The word "Caldy" turns up on some lines of this data; say how many, and give no other text.

Data supplied below:

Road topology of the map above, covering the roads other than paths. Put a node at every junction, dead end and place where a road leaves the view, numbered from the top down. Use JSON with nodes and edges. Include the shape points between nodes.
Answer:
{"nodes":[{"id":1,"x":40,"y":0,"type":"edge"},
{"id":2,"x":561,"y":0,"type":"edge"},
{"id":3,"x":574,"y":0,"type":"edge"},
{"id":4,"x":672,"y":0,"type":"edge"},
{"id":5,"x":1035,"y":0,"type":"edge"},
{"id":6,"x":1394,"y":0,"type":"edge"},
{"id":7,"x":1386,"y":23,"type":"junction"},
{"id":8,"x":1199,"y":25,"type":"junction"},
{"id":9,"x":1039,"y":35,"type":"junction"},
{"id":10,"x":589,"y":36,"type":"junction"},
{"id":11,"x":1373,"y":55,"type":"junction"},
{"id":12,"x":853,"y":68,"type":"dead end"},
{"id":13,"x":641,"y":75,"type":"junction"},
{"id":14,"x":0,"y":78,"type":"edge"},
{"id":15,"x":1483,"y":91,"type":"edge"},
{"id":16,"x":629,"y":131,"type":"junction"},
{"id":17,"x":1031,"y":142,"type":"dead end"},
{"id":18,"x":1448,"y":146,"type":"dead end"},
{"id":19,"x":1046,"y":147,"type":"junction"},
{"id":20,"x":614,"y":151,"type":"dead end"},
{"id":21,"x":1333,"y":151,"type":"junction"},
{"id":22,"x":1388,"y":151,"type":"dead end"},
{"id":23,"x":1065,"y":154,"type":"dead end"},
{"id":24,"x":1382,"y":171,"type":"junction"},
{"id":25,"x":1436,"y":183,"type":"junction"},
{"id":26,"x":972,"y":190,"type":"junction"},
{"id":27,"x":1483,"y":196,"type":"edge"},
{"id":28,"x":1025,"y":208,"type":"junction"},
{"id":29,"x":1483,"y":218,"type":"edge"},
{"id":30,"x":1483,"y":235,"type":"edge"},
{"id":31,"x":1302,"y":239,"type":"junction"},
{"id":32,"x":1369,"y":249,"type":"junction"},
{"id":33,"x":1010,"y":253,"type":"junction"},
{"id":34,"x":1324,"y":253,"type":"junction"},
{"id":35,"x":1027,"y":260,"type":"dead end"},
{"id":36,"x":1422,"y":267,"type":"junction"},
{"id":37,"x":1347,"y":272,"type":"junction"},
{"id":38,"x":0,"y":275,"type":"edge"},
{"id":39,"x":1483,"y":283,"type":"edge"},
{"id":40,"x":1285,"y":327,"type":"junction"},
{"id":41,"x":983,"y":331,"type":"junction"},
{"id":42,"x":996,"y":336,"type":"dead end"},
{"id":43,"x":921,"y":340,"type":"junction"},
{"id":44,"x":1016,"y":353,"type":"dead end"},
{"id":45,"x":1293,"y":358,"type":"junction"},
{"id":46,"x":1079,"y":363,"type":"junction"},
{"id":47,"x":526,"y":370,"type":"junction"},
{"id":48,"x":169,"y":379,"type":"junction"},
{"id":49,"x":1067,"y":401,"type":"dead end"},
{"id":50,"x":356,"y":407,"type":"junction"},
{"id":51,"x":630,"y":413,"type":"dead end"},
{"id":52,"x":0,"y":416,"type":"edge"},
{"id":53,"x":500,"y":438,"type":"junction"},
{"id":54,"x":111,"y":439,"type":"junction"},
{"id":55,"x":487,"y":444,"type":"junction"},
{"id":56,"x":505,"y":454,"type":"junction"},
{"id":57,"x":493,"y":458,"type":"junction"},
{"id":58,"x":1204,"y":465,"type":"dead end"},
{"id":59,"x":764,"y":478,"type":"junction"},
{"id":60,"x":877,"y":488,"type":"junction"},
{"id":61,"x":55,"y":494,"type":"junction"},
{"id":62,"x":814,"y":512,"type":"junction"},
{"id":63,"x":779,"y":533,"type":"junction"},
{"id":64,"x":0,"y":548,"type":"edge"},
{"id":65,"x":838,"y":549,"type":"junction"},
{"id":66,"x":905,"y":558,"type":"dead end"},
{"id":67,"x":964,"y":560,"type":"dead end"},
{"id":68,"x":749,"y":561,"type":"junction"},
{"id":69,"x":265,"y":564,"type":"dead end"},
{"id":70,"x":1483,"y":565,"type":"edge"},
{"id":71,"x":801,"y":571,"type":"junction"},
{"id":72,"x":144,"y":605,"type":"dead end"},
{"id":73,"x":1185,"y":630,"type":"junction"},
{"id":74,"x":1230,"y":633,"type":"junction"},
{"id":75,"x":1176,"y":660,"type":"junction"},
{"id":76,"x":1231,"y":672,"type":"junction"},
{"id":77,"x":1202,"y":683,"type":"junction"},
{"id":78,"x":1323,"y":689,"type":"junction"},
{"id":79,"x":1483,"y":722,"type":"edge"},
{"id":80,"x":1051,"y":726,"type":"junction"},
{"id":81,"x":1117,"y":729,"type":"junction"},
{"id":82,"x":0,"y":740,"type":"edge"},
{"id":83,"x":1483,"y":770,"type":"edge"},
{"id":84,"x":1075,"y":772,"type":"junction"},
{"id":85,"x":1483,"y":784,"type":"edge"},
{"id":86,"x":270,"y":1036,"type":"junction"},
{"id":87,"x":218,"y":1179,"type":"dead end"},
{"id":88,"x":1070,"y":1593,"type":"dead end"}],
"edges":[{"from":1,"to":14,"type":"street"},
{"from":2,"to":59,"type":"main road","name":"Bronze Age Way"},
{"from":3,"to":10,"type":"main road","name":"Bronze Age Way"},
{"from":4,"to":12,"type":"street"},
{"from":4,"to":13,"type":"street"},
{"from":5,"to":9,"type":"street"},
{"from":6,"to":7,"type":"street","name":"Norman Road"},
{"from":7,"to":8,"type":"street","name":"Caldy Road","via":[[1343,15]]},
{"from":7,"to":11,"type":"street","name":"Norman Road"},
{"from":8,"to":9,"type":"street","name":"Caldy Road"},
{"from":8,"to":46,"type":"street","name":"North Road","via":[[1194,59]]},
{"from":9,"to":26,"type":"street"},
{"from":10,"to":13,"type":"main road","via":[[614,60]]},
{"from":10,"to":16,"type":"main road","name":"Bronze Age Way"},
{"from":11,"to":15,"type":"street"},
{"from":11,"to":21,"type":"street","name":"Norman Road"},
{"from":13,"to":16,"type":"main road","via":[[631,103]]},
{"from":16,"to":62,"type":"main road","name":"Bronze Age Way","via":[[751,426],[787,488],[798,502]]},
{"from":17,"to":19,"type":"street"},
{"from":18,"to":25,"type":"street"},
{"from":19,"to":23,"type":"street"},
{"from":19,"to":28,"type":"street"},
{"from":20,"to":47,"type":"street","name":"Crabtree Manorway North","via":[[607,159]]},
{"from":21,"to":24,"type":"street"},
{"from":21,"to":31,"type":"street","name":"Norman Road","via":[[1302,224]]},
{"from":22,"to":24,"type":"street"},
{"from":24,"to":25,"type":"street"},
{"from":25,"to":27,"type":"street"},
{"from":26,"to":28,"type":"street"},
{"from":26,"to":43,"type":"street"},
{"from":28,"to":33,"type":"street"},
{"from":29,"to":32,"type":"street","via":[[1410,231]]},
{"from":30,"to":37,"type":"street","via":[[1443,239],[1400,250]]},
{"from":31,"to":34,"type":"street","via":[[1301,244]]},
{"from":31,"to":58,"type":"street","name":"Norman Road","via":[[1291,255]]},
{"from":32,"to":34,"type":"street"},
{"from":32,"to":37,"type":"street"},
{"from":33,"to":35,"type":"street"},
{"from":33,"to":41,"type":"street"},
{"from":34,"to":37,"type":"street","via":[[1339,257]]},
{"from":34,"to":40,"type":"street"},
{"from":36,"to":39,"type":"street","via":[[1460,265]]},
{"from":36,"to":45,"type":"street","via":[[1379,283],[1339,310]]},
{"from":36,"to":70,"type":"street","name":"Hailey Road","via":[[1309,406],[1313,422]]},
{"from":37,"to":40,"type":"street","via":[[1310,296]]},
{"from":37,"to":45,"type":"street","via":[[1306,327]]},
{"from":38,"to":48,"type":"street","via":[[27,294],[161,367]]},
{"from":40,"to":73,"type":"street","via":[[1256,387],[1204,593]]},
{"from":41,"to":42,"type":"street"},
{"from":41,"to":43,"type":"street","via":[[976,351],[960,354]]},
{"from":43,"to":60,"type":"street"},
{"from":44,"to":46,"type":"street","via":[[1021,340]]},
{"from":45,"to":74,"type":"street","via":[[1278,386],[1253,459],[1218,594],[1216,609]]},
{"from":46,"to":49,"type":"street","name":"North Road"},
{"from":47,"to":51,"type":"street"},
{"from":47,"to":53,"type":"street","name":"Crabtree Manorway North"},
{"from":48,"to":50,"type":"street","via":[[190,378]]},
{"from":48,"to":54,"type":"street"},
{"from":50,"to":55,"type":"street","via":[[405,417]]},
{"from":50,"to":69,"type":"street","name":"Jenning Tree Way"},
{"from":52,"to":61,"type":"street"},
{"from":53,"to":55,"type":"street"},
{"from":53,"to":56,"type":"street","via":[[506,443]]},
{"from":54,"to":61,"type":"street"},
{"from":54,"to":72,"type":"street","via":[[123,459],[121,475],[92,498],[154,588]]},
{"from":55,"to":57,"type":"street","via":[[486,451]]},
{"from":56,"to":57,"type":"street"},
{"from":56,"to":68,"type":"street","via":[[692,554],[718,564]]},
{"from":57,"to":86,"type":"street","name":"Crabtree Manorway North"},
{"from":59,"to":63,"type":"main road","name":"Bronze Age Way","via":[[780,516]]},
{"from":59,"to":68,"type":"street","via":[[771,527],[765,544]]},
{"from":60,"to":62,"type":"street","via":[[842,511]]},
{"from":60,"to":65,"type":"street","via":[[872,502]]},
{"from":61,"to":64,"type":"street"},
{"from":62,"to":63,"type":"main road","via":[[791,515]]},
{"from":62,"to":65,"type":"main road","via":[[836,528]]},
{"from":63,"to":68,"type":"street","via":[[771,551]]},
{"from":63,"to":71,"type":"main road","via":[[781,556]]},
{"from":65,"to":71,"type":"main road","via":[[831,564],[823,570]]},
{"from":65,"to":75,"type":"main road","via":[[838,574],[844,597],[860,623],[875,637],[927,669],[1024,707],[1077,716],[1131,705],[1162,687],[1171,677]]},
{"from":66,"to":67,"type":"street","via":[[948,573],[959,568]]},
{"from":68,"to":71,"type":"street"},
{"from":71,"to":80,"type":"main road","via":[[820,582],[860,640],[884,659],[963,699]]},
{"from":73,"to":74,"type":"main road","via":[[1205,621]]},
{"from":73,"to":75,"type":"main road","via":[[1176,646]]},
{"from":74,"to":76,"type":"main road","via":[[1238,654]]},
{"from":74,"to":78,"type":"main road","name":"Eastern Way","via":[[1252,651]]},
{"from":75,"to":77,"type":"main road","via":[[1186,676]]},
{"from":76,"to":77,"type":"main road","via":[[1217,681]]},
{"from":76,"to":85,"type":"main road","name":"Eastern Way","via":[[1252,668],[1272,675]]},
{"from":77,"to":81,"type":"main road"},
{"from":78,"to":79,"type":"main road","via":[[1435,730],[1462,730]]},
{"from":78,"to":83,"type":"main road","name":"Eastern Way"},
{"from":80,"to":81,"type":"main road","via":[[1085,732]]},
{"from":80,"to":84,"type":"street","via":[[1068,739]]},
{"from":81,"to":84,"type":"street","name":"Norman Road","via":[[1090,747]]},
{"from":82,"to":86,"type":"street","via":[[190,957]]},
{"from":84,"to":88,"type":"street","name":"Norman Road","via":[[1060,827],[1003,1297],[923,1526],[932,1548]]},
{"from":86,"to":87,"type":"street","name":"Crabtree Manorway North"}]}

End of Data supplied.

Task result
2